━━ Dataset extract ━━
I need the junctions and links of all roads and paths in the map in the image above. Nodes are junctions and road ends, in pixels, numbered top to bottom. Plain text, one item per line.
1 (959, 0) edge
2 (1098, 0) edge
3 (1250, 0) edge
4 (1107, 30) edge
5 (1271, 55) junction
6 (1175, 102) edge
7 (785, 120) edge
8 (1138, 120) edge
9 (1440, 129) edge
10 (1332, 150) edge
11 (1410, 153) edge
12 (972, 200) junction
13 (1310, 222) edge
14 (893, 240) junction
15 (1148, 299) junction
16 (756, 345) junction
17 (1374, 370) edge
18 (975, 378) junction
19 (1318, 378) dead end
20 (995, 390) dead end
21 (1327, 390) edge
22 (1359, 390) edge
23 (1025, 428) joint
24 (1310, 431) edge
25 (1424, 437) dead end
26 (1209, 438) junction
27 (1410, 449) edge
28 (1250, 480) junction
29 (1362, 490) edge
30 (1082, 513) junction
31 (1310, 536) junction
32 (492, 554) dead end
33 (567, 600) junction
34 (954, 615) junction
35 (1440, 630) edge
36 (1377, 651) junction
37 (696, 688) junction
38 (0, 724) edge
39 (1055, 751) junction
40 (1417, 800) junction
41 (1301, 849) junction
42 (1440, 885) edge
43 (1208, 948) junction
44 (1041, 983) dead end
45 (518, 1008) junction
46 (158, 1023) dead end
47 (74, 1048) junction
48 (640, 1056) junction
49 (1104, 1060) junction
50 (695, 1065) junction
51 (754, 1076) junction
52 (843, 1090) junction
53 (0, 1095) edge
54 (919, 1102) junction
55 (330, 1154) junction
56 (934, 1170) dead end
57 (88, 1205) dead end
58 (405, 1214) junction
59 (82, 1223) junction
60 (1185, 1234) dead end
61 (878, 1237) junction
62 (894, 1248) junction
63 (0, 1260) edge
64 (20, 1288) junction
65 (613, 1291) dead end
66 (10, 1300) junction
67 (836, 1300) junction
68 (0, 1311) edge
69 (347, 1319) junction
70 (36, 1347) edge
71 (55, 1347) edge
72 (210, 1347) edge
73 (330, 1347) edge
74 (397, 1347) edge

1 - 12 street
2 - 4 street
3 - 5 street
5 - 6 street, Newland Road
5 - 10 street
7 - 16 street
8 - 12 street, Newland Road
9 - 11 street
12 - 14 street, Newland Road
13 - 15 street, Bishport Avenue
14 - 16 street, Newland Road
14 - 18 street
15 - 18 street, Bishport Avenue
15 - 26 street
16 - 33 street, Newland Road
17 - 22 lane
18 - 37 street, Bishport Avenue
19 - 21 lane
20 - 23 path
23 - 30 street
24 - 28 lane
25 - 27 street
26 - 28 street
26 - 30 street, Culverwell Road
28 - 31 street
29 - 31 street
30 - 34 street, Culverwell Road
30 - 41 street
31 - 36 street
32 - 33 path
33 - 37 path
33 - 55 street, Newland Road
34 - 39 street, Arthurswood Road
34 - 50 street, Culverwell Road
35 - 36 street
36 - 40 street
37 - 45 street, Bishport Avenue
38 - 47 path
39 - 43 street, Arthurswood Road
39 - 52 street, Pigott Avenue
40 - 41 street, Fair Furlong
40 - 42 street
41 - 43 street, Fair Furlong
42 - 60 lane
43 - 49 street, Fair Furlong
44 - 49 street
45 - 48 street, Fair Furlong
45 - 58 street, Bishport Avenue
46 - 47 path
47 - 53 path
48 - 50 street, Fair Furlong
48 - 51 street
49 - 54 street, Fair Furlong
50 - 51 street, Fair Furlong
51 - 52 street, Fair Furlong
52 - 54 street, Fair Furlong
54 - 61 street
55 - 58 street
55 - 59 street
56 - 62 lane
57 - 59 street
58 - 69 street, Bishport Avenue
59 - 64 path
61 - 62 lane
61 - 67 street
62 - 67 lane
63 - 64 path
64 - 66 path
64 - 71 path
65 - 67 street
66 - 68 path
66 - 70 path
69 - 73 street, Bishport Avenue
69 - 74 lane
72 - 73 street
━━━
- [Exercise requirements]: When transcribing the data, keep every line exactly as it is.

- [Response to the exercise]:
I need the junctions and links of all roads and paths in the map in the image above. Nodes are junctions and road ends, in pixels, numbered top to bottom. Plain text, one item per line.
1 (959, 0) edge
2 (1098, 0) edge
3 (1250, 0) edge
4 (1107, 30) edge
5 (1271, 55) junction
6 (1175, 102) edge
7 (785, 120) edge
8 (1138, 120) edge
9 (1440, 129) edge
10 (1332, 150) edge
11 (1410, 153) edge
12 (972, 200) junction
13 (1310, 222) edge
14 (893, 240) junction
15 (1148, 299) junction
16 (756, 345) junction
17 (1374, 370) edge
18 (975, 378) junction
19 (1318, 378) dead end
20 (995, 390) dead end
21 (1327, 390) edge
22 (1359, 390) edge
23 (1025, 428) joint
24 (1310, 431) edge
25 (1424, 437) dead end
26 (1209, 438) junction
27 (1410, 449) edge
28 (1250, 480) junction
29 (1362, 490) edge
30 (1082, 513) junction
31 (1310, 536) junction
32 (492, 554) dead end
33 (567, 600) junction
34 (954, 615) junction
35 (1440, 630) edge
36 (1377, 651) junction
37 (696, 688) junction
38 (0, 724) edge
39 (1055, 751) junction
40 (1417, 800) junction
41 (1301, 849) junction
42 (1440, 885) edge
43 (1208, 948) junction
44 (1041, 983) dead end
45 (518, 1008) junction
46 (158, 1023) dead end
47 (74, 1048) junction
48 (640, 1056) junction
49 (1104, 1060) junction
50 (695, 1065) junction
51 (754, 1076) junction
52 (843, 1090) junction
53 (0, 1095) edge
54 (919, 1102) junction
55 (330, 1154) junction
56 (934, 1170) dead end
57 (88, 1205) dead end
58 (405, 1214) junction
59 (82, 1223) junction
60 (1185, 1234) dead end
61 (878, 1237) junction
62 (894, 1248) junction
63 (0, 1260) edge
64 (20, 1288) junction
65 (613, 1291) dead end
66 (10, 1300) junction
67 (836, 1300) junction
68 (0, 1311) edge
69 (347, 1319) junction
70 (36, 1347) edge
71 (55, 1347) edge
72 (210, 1347) edge
73 (330, 1347) edge
74 (397, 1347) edge

1 - 12 street
2 - 4 street
3 - 5 street
5 - 6 street, Newland Road
5 - 10 street
7 - 16 street
8 - 12 street, Newland Road
9 - 11 street
12 - 14 street, Newland Road
13 - 15 street, Bishport Avenue
14 - 16 street, Newland Road
14 - 18 street
15 - 18 street, Bishport Avenue
15 - 26 street
16 - 33 street, Newland Road
17 - 22 lane
18 - 37 street, Bishport Avenue
19 - 21 lane
20 - 23 path
23 - 30 street
24 - 28 lane
25 - 27 street
26 - 28 street
26 - 30 street, Culverwell Road
28 - 31 street
29 - 31 street
30 - 34 street, Culverwell Road
30 - 41 street
31 - 36 street
32 - 33 path
33 - 37 path
33 - 55 street, Newland Road
34 - 39 street, Arthurswood Road
34 - 50 street, Culverwell Road
35 - 36 street
36 - 40 street
37 - 45 street, Bishport Avenue
38 - 47 path
39 - 43 street, Arthurswood Road
39 - 52 street, Pigott Avenue
40 - 41 street, Fair Furlong
40 - 42 street
41 - 43 street, Fair Furlong
42 - 60 lane
43 - 49 street, Fair Furlong
44 - 49 street
45 - 48 street, Fair Furlong
45 - 58 street, Bishport Avenue
46 - 47 path
47 - 53 path
48 - 50 street, Fair Furlong
48 - 51 street
49 - 54 street, Fair Furlong
50 - 51 street, Fair Furlong
51 - 52 street, Fair Furlong
52 - 54 street, Fair Furlong
54 - 61 street
55 - 58 street
55 - 59 street
56 - 62 lane
57 - 59 street
58 - 69 street, Bishport Avenue
59 - 64 path
61 - 62 lane
61 - 67 street
62 - 67 lane
63 - 64 path
64 - 66 path
64 - 71 path
65 - 67 street
66 - 68 path
66 - 70 path
69 - 73 street, Bishport Avenue
69 - 74 lane
72 - 73 street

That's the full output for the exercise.